Sortie en vinyl le 21/09/09

The cat’s back in the bag again – try not to throw it in the river this time! This one is special: Jim O’Rourke has delivered his first new solo album since 2001.

Working relentlessly since he burst onto the scene in 1989, Jim has played, recorded and mixed a couple hundred records – but only a dozen of them have been Jim O’Rourke-endorsed products that bear the name that gives his promise of quality. That relative handful of albums has established a brand that’s been burned deep into Jim’s flanks. Is it any wonder that he fled the western hemisphere; never leaves his Tokyo apartment and isn’t seen in public anymore without a strong drink in his hand?

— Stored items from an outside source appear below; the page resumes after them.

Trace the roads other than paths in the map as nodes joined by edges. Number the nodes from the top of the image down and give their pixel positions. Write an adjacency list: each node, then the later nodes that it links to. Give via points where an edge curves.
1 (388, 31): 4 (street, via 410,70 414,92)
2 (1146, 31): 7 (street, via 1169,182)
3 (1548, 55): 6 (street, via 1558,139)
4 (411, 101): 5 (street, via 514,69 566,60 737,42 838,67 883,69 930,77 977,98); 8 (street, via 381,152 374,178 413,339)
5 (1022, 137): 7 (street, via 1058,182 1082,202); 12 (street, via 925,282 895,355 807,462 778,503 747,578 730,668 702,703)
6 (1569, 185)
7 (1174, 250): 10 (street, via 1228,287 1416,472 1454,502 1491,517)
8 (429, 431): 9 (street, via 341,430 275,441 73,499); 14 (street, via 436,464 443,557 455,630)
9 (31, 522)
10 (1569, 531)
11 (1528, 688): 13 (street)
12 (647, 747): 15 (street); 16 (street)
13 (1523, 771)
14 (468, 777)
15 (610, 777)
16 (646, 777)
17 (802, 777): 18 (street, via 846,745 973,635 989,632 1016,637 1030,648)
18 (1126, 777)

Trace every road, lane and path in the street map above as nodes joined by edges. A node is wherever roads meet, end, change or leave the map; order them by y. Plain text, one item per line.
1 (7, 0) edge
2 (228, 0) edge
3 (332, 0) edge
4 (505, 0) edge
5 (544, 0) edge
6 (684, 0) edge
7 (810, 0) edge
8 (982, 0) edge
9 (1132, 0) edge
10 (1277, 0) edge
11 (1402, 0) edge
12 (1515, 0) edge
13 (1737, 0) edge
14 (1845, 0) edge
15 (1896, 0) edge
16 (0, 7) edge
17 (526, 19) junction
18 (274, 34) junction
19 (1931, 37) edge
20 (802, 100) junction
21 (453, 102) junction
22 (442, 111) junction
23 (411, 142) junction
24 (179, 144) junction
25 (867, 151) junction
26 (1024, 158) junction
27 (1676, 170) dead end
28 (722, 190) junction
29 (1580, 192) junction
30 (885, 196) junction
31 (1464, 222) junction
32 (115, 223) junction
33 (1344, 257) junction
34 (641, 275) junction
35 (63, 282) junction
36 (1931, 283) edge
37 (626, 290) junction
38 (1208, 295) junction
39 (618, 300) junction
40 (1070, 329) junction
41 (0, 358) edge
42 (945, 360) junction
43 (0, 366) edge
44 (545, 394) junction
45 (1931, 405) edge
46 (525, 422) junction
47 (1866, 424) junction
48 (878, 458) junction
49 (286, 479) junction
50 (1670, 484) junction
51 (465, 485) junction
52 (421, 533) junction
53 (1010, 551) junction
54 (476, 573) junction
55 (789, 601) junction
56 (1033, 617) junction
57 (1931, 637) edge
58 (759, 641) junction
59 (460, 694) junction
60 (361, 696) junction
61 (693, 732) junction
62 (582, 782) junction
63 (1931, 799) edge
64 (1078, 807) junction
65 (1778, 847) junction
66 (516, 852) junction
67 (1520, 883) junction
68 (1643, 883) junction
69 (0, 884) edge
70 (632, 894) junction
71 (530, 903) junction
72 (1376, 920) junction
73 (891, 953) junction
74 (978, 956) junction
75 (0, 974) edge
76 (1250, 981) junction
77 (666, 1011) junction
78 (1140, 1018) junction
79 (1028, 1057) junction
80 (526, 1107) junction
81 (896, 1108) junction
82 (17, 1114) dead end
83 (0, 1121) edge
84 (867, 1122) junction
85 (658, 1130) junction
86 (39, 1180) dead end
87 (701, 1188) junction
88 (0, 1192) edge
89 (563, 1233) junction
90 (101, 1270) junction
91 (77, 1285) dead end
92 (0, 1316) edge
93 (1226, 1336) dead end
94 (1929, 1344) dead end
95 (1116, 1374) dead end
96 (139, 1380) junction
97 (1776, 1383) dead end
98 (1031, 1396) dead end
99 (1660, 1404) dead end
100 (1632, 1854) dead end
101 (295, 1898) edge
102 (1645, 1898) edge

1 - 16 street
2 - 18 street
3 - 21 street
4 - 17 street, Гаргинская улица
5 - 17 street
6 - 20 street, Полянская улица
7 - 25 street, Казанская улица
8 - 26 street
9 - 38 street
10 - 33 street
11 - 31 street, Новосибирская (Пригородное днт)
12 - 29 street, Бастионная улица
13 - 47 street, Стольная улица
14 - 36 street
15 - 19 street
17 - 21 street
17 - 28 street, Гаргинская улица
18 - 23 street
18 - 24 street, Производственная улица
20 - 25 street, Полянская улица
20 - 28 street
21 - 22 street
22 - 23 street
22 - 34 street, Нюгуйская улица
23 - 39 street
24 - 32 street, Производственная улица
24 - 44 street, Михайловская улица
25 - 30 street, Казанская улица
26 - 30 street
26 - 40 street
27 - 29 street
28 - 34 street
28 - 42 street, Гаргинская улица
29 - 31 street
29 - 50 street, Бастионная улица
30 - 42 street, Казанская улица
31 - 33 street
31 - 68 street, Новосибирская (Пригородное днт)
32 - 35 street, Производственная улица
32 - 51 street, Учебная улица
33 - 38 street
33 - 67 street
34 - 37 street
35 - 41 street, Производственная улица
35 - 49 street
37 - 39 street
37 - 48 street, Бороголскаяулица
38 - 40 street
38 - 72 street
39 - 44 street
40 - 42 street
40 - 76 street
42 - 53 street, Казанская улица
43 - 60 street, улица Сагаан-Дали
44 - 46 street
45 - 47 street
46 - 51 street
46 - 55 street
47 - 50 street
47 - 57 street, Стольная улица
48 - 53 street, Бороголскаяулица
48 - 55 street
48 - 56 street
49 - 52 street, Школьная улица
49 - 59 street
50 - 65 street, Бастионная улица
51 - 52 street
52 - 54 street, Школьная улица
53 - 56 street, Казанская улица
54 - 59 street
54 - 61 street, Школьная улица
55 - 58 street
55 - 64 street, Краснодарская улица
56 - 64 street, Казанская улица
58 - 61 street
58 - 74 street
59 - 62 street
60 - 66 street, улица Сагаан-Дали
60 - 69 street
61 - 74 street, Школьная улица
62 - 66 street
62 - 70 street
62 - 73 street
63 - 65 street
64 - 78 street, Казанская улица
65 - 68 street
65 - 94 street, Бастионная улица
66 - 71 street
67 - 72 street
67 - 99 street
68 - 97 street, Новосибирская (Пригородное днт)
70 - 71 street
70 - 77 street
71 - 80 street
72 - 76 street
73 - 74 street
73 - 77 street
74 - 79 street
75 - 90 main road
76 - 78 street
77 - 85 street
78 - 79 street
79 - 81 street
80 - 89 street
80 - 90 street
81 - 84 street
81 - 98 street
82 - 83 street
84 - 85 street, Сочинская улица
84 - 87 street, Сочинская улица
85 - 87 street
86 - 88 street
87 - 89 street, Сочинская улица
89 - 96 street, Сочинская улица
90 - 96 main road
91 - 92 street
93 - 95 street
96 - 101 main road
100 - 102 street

So anyway, it’s been a long time since one of Jim O’Rourke’s popular music records.  The Visitor hasn’t made us wait as long as Chinese Democracy…but it has made us wince a lot less. Call it Jim’s Japanese Democracy — a republic of one inside the studio where it was recorded and mixed.   The Visitor is a seriously all-O’Rourke affair — all the sounds you hear are Jim and Jim alone. So this time you can’t blame any of those session dudes and their bloodless line readings — the chill you’re getting is a one-hundred percent O’Rourke effect. As a matter of fact, it might be more like two hundred percent — some of   The Visitor is tracked so deep, it took two hundred tracks to hold it all. It doesn’t sound like it though — to Jim’s credit, the mix sounds very minimal, very straightforward — not like several hundred tracks at all. Call it his invisible wall of sound — Spector without the gun. But what Jim lacks in firearms, he makes up for in desire.

Speaking of sound, all the classic O’Rourke-isms are here, for you musicologist types: percolating banjos, smooth electric leads, organic, kicking drum sounds, the flickering of shakers to the left and right, mellow but ominous woodwinds, sounds that indicate “vintage” (before turning left and running out the door), sonic jokes, sonic tear-jerkers, sonic jerkoffs, all wrapped in spacious yet subtle left to right placement of everything in the picture. There’s moments of low comedy next to high drama and juicy melancholy with a seeming lack
of regard for proximity (which of course is just what Jim wants you to think, that’s how jaded and perverse he is!). Plus — sudden surging rhythms! A roil of noise or two! Constantly shifting moods! Things that aren’t what they seem!  The Visitor is sort of “O’Rourke Does
O’Rourke” — Jim recontextualizing everything he’s done over the years, and throwing out the bullshit. The one thing you won’t hear is his voice — perhaps another O’Rourkian self-examination? Or maybe he’s just saving it for all the name-calling on his next album.

At the end of the day,   The Visitor doesn’t overstay its welcome — call it a cautionary tale, rest of the music world! And get ready for redefinition — Jim O’Rourke is back.